When planning care for a patient on a mechanical ventilator, the nurse understands that the application of positive end-expiratory pressure (PEEP) to the ventilator settings has which therapeutic effect? a. Increased inflation of the lungs b. Prevention of barotrauma to the lung tissue c. Prevention of alveolar collapse during expiration d. Increased fraction of inspired oxygen concentration (FIO2) administration

C

When the nurse is weaning a patient who has chronic obstructive pulmonary disease (COPD) from mechanical ventilation, which patient assessment indicates that the weaning protocol should be discontinued? a. The patient heart rate is 98 beats/min. b. The patients oxygen saturation is 93%. c. The patient respiratory rate is 32 breaths/min. d. The patients spontaneous tidal volume is 500 mL.

C

The client with respiratory failure has been intubated and placed on a ventilator and is requiring 100% oxygen delivery to maintain adequate oxygenation. Twenty-four hours later, the nurse notes new-onset crackles and decreased breath sounds, and the most recent ABGs show a PaO2 level of 95 mm Hg. The ventilator is not set to provide positive end-expiratory pressure (PEEP). Why is the nurse concerned? A. The low PaO2 level may result in oxygen toxicity B. The 100% oxygen delivery requirement indicates immediate extubation C. Lung sounds may indicate absorption atelectasis D. The level of oxygen delivery may indicate absorption atelectasis

C High levels of oxygen delivery can result in collapsed alveoli and absorption atelectasis. PEEP can help alveoli remain properly inflated.
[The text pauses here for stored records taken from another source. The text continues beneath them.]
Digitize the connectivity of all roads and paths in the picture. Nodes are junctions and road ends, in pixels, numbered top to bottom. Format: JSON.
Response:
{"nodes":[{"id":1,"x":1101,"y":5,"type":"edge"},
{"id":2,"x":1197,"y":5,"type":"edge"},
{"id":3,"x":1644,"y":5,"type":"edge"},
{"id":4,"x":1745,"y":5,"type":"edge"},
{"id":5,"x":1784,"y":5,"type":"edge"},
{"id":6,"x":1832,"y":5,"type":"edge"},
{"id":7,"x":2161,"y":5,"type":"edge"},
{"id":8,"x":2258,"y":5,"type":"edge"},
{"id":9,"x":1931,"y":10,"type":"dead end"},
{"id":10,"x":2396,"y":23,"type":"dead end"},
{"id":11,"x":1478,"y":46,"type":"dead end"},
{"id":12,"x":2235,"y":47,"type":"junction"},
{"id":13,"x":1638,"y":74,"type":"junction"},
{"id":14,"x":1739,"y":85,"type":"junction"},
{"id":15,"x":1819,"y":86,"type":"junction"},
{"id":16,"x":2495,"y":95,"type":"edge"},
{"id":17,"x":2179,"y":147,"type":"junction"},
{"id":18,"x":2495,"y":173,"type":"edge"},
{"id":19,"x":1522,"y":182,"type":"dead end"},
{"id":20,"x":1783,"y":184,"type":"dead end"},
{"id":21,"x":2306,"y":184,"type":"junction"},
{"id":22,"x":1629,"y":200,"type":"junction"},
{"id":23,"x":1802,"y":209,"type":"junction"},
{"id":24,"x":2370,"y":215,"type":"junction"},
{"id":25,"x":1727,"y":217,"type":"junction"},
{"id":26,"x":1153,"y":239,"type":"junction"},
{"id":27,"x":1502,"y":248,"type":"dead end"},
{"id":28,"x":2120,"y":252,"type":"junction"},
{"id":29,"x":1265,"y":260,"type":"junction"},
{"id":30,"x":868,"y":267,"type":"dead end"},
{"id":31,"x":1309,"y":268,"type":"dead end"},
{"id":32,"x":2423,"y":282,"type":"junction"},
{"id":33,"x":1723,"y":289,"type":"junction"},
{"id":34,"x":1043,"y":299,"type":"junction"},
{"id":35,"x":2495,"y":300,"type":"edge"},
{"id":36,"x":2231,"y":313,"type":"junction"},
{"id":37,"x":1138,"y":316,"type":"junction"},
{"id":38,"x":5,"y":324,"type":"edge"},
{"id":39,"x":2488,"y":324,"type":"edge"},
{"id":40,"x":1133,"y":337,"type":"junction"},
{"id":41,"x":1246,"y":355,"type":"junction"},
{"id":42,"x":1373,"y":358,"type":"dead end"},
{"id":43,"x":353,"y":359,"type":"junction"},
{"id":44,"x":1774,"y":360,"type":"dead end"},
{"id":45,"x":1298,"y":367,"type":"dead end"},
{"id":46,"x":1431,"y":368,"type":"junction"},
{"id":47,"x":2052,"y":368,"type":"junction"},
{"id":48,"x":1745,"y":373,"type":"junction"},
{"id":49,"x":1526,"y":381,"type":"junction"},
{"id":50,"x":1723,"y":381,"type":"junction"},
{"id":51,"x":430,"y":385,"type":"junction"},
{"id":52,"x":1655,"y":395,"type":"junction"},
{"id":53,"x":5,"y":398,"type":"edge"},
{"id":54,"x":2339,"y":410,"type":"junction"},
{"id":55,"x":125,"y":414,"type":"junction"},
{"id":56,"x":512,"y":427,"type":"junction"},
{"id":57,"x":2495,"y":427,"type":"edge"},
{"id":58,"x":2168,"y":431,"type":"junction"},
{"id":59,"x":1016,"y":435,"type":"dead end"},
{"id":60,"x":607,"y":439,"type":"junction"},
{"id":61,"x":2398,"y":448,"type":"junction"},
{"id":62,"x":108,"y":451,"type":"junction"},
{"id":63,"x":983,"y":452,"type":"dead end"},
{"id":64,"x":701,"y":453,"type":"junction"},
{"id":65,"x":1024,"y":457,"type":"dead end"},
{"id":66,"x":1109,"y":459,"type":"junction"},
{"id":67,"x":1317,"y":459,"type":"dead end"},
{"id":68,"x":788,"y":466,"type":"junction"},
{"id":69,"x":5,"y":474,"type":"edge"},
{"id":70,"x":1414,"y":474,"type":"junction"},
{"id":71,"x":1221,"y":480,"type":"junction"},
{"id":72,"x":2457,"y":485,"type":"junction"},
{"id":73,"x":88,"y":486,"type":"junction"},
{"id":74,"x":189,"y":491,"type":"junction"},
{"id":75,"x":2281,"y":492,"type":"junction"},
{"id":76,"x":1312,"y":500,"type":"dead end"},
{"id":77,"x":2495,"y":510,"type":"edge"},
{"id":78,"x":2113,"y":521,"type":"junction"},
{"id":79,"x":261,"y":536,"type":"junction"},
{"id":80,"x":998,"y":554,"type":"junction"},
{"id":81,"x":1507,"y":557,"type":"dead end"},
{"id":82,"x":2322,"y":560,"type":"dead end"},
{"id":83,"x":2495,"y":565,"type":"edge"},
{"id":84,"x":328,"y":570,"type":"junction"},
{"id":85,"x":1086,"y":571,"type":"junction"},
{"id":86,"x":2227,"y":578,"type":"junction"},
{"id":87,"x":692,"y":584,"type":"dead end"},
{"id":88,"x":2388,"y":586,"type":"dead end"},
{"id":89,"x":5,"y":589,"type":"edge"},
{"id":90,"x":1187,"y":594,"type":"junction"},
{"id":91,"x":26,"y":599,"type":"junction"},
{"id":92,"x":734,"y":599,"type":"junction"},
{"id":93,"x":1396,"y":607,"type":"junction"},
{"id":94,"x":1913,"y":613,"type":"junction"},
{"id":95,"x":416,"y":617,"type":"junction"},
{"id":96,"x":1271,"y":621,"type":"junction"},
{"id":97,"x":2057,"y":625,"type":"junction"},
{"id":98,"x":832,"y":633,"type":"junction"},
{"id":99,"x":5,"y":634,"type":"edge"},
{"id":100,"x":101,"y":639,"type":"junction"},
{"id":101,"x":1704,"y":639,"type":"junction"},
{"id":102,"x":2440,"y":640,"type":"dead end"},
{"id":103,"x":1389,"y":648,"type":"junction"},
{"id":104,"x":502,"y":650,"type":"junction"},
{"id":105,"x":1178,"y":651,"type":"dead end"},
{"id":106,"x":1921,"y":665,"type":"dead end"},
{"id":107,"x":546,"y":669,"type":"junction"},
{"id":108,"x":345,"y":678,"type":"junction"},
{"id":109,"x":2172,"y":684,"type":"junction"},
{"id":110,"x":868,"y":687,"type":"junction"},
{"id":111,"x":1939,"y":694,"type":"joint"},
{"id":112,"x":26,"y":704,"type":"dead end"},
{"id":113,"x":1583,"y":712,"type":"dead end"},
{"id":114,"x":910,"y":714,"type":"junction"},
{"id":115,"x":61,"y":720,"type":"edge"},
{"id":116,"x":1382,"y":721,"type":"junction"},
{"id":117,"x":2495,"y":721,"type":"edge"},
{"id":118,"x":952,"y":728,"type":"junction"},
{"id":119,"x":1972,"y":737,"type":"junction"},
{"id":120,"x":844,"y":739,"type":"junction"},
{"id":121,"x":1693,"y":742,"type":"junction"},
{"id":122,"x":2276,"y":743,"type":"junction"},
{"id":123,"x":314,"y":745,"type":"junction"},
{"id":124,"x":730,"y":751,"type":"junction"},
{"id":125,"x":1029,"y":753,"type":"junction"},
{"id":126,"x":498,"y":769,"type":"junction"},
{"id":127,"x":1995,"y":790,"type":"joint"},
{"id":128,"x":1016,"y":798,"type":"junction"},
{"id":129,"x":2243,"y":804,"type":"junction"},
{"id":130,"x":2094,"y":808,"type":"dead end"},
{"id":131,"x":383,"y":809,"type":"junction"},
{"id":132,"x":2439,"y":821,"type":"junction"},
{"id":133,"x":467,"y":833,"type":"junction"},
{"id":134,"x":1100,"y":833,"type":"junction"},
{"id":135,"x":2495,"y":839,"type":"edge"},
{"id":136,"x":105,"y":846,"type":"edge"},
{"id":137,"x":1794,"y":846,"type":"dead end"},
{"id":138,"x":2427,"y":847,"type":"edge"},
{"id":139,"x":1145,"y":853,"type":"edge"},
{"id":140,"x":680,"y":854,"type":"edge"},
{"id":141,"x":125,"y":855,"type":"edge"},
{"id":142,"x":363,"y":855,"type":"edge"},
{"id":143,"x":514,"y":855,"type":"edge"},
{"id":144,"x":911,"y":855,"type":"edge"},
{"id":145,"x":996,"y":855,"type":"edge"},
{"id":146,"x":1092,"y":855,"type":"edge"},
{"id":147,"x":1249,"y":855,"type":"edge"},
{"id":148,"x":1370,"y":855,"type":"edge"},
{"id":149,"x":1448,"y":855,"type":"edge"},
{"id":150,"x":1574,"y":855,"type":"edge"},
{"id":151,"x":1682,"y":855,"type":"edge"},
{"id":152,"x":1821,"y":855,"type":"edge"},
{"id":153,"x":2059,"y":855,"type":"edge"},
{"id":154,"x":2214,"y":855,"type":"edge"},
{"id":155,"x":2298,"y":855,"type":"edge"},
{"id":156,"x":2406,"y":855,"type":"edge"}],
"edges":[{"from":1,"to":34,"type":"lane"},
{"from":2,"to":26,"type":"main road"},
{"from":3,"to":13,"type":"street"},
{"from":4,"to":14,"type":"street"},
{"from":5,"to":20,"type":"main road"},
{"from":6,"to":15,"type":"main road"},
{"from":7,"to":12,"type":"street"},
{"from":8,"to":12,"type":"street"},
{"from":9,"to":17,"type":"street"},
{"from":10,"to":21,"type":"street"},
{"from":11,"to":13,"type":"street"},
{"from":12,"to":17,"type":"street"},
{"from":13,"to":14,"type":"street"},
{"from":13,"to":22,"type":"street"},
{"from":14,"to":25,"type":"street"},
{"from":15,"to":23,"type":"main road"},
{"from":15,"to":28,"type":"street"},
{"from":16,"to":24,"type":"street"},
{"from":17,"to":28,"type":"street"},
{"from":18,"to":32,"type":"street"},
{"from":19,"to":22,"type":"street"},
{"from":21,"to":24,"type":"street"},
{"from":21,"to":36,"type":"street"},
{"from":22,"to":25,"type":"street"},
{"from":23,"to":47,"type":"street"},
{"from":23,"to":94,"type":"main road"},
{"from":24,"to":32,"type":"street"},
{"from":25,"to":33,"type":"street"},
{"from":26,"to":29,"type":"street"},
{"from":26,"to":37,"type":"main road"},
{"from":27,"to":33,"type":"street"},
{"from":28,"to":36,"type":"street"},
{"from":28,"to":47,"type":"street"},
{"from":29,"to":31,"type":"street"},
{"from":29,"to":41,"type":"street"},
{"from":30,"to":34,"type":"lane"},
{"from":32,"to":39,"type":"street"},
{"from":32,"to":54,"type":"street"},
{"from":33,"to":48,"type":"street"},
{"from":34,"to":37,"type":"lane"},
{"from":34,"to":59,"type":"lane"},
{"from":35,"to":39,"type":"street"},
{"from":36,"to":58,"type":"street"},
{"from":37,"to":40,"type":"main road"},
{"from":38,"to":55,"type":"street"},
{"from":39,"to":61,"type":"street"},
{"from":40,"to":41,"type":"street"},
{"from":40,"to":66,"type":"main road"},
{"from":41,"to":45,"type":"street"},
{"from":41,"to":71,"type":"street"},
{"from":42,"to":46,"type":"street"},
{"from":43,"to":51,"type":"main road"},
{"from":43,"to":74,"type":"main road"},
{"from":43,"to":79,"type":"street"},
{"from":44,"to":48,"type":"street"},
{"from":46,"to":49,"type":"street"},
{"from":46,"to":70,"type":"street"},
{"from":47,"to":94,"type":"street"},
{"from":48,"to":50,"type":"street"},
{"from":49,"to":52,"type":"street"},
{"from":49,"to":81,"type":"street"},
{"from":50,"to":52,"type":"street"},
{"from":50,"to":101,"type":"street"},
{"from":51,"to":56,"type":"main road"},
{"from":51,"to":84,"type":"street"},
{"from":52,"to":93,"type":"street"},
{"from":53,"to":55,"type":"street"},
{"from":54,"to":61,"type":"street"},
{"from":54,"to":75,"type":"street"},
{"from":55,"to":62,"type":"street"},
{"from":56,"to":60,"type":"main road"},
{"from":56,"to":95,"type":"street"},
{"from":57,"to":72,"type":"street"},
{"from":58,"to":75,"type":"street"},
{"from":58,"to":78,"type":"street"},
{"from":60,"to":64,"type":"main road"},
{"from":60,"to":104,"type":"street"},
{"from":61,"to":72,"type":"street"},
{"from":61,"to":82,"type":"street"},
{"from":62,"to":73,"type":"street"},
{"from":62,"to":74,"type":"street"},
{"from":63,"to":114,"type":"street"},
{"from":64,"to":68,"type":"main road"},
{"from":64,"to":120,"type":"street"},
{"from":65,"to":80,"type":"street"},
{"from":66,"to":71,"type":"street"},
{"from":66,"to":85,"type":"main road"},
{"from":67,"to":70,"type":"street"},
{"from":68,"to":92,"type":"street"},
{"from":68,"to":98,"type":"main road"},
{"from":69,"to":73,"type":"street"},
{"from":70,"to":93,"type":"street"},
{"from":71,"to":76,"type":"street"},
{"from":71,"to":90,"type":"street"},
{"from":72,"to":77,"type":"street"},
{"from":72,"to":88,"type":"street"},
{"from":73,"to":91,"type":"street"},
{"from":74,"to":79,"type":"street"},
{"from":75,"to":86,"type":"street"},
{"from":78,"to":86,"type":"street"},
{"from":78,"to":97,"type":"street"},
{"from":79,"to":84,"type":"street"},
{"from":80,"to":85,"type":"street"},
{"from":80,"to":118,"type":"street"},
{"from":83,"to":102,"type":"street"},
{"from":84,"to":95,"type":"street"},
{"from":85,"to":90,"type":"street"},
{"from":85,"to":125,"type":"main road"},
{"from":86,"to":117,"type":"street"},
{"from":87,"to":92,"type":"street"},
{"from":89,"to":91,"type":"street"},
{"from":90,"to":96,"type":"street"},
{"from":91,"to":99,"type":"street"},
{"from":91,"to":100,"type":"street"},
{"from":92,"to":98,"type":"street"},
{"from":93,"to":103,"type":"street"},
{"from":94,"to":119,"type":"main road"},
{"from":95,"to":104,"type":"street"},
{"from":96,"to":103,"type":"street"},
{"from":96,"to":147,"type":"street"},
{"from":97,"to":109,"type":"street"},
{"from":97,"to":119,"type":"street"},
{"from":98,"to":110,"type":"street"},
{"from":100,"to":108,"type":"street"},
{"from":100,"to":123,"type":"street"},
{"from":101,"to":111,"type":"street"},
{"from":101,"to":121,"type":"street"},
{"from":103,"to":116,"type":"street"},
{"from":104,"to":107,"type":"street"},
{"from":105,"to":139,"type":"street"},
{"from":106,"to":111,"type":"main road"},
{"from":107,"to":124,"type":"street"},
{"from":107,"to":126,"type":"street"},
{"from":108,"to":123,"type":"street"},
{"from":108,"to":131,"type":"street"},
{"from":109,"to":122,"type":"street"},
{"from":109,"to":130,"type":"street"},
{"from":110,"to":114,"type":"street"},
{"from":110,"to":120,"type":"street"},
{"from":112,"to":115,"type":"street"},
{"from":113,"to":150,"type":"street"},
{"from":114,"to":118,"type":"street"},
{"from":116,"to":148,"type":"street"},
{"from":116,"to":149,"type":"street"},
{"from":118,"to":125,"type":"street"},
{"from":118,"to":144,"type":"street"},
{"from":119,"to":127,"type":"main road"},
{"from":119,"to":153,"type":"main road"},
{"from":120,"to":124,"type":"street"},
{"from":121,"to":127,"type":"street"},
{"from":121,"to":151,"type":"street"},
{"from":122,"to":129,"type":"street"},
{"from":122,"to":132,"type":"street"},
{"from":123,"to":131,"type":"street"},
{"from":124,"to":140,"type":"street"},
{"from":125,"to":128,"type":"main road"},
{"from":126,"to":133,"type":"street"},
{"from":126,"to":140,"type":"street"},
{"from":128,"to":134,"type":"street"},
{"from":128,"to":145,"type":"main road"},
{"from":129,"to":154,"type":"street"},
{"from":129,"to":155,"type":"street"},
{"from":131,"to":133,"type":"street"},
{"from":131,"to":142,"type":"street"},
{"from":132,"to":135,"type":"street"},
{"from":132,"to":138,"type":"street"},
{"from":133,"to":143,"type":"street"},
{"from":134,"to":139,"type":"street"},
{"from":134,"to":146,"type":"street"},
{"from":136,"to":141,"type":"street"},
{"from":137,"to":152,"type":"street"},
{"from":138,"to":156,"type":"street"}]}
A patient with a subarachnoid hemorrhage is intubated and placed on a mechanical ventilator. When monitoring the patient, the nurse will need to notify the health care provider if the patient develops a. oxygen saturation of 94%. b. respirations of 18 breaths/min. c. green nasogastric tube drainage. d. increased jugular vein distention (JVD).

D

Assisted Control Ventilation is best for which patient? A. The patient with sleep apnea B. The patient trying to wean from mechanical ventilation C. The patient who is receiving neuromuscular blocking agents D. The patient who has respiratory drive but cannot sustain normal tidal volume

D

The decision has been made to discharge a ventilator-dependent patient home. The nurse is developing a teaching plan for this patient and his family. What would be most important to include in this teaching plan? A) Administration of inhaled corticosteroids B) Assessment of neurologic status C) Turning and coughing D) Signs of pulmonary infection

D

The medical nurse is creating the care plan of an adult patient requiring mechanical ventilation. What nursing action is most appropriate? A) Keep the patient in a low Fowlers position. B) Perform tracheostomy care at least once per day. C) Maintain continuous bedrest. D) Monitor cuff pressure every 8 hours.

D

The nurse and the UAP are helping to take care of the patient who is on a mechanical ventilator. Which of the following, if done by the UAP, requires intervention by the nurse? A) Once a day the UAP moves the ETT tube from one side of the mouth to the other B) The UAP monitors for any alarms coming from the machine C) Performs ROM exercises with the client D) Asks the patient to rate his pain using his marker board

D The nurse is responsible for assessing pain on a patient, not the UAP. All other parts are fully within the UAP's scope of practice.